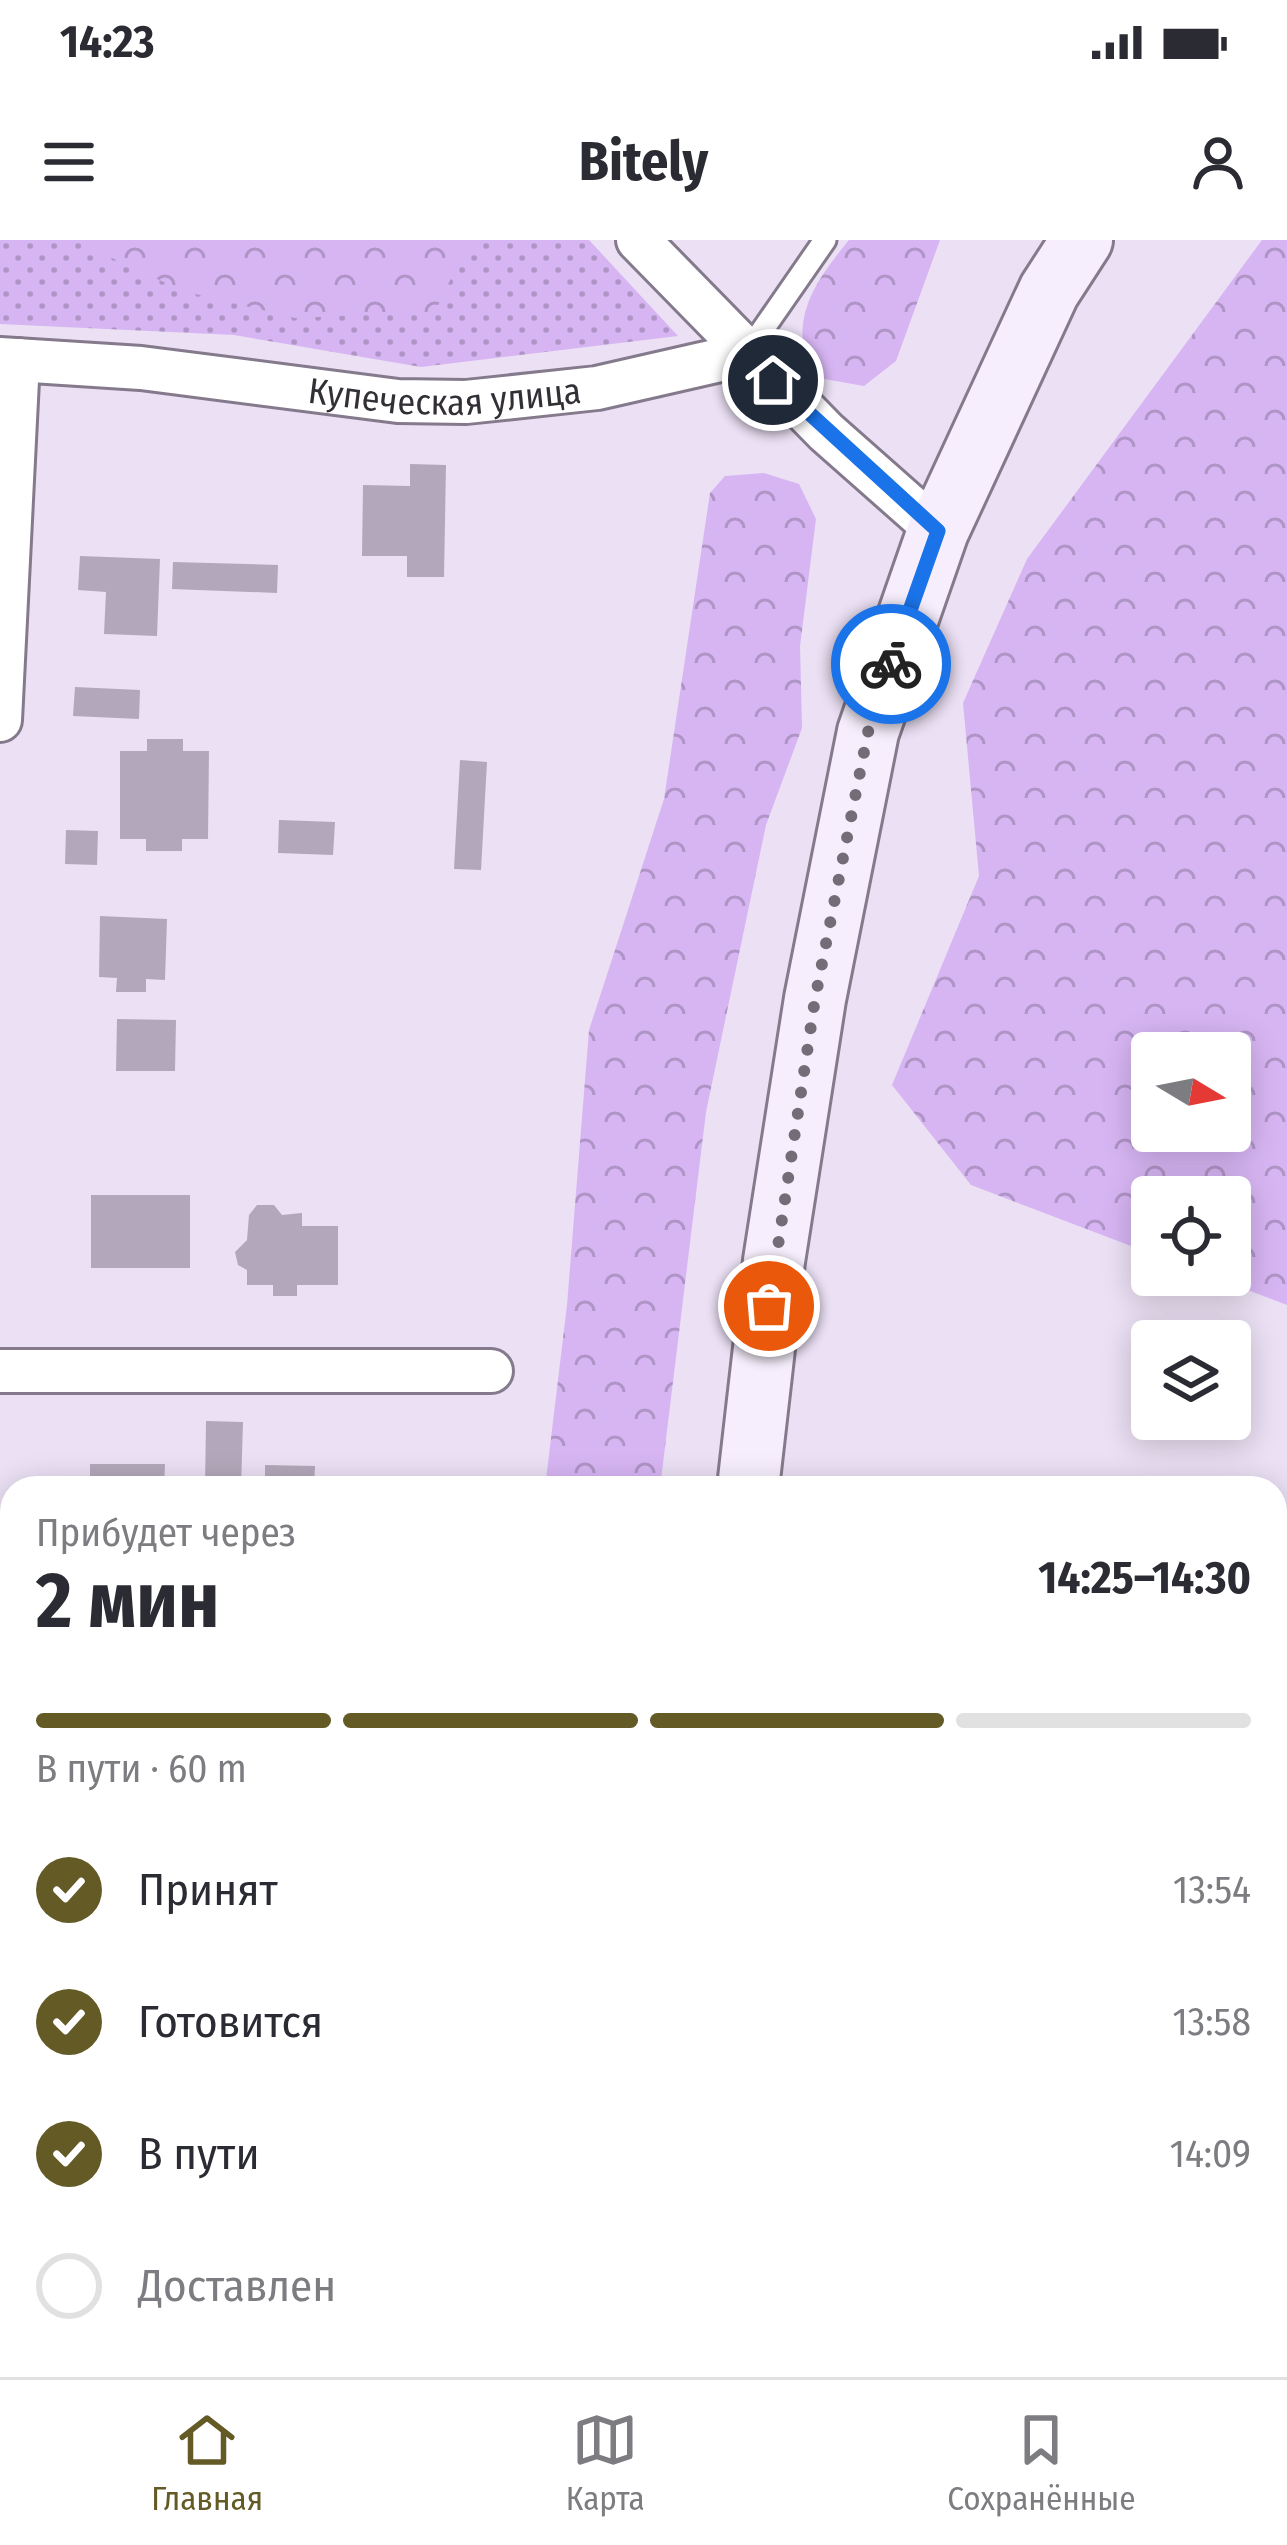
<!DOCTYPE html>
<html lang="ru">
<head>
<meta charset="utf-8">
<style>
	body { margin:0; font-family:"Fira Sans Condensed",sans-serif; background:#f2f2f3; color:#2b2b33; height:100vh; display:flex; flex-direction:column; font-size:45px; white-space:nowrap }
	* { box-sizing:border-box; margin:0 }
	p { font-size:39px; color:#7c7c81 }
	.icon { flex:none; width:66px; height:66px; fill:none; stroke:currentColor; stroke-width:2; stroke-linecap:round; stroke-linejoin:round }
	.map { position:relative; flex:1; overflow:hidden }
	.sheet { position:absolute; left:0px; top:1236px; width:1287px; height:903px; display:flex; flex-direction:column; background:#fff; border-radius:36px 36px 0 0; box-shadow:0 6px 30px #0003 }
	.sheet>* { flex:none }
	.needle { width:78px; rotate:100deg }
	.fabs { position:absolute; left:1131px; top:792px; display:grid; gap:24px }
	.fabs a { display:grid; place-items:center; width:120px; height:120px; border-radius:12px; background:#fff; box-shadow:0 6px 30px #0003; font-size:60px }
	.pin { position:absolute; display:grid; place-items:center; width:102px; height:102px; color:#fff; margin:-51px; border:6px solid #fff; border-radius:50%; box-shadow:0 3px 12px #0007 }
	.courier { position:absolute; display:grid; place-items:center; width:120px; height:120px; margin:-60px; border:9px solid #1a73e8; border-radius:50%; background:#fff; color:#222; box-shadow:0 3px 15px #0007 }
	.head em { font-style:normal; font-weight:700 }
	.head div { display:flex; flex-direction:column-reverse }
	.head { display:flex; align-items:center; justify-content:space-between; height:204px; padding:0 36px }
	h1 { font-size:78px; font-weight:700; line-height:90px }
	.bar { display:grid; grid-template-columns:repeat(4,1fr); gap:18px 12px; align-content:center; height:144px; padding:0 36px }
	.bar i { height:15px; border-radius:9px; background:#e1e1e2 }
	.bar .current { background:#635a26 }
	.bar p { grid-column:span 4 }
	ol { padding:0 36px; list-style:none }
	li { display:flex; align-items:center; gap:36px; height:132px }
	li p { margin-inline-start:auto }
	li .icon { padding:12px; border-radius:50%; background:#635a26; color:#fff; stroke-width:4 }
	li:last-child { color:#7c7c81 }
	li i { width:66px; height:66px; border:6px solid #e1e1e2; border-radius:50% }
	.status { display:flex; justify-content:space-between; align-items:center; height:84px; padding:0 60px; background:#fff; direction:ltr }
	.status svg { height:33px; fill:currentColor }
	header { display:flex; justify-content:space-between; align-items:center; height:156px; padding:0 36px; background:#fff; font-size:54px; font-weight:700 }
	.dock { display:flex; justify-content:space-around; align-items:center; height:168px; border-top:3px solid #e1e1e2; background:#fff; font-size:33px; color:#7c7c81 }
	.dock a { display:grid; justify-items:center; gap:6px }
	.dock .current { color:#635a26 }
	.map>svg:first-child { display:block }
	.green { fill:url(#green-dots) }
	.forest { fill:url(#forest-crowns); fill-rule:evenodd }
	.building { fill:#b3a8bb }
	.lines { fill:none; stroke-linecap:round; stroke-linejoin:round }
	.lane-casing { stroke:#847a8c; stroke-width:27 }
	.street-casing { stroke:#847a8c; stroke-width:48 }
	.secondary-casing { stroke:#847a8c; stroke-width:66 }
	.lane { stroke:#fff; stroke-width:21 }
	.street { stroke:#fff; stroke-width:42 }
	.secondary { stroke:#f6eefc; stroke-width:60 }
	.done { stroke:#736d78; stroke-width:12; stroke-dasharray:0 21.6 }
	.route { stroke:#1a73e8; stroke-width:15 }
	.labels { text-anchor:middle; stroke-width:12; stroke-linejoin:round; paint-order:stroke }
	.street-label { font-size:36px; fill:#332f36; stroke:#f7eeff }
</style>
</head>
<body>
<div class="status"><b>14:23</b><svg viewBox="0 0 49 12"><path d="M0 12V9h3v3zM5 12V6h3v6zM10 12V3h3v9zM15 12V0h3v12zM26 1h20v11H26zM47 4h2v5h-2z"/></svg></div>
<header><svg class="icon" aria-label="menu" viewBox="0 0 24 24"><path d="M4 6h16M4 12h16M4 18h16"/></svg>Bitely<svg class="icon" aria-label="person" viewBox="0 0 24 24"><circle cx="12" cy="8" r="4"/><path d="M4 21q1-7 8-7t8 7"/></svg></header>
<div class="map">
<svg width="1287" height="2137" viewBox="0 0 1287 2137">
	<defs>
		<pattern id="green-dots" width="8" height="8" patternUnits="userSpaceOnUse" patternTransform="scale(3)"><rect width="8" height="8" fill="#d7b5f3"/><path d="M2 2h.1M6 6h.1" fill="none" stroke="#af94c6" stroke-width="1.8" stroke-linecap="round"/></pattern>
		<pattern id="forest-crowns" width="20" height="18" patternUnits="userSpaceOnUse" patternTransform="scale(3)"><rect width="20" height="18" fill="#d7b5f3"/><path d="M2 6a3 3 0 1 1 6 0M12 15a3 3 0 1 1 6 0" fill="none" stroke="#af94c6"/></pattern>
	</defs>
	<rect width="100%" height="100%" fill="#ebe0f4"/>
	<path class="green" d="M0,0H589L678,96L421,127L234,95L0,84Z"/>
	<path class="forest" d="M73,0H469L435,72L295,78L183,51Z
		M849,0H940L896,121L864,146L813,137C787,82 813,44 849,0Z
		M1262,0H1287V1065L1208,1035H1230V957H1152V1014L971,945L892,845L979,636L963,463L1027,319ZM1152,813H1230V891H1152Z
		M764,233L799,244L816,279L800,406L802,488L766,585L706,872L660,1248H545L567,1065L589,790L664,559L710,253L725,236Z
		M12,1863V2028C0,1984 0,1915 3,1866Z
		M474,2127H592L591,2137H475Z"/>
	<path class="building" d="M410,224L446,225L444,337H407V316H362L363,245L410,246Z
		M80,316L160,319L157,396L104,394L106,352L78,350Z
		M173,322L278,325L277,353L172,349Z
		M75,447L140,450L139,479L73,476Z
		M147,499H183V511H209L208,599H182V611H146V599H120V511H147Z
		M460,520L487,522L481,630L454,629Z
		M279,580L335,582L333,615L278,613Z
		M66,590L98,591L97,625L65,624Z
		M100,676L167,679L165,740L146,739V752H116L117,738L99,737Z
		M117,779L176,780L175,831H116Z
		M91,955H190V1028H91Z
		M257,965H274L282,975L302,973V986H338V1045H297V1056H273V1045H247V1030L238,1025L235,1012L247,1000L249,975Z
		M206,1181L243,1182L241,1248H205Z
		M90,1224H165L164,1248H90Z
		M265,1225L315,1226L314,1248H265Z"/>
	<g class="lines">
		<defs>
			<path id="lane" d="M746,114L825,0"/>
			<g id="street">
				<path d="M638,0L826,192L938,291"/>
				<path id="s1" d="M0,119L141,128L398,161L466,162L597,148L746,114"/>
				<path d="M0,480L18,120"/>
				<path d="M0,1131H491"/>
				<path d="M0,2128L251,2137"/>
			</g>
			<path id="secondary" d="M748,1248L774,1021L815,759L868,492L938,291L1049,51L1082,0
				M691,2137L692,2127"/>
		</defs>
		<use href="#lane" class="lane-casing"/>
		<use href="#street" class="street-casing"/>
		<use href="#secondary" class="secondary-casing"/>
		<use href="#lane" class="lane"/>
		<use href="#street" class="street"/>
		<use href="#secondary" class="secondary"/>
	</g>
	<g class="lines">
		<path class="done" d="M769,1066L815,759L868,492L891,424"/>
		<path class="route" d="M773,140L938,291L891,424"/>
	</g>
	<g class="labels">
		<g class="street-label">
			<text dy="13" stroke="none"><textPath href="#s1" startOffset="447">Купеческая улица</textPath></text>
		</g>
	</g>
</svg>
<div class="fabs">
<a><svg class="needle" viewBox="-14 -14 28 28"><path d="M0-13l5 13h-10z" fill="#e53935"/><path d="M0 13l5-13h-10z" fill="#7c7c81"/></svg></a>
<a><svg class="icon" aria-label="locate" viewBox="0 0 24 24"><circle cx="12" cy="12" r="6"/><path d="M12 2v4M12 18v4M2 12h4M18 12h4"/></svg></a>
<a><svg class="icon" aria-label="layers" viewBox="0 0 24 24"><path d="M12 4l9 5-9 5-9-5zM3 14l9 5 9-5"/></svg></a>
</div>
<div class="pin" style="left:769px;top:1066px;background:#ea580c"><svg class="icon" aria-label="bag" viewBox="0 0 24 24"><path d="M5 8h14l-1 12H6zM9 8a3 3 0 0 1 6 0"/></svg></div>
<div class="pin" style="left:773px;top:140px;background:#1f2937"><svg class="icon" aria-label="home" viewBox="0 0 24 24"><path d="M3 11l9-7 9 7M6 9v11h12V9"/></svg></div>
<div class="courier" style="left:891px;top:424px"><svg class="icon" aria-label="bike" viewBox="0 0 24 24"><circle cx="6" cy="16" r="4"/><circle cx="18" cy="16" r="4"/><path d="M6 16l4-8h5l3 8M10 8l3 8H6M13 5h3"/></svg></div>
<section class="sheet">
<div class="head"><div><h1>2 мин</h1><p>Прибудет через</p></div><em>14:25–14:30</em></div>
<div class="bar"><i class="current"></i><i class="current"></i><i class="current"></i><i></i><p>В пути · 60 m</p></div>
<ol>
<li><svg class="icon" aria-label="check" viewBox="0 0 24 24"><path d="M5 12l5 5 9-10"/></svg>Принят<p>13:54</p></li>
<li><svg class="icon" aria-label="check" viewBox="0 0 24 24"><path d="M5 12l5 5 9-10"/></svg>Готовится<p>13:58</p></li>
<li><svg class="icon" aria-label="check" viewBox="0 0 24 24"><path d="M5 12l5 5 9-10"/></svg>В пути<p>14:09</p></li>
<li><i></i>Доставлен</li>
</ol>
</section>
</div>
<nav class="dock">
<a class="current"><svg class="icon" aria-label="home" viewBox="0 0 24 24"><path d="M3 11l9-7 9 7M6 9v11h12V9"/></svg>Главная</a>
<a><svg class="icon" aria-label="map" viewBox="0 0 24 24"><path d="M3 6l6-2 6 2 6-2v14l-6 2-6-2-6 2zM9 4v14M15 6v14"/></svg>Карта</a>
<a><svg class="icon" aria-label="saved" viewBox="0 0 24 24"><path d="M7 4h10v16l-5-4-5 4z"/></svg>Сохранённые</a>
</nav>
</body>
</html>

________________

■ What is being asked
How many lines of the listing above contain the string "fabs"? Only the number is wanted.

■ Task result
3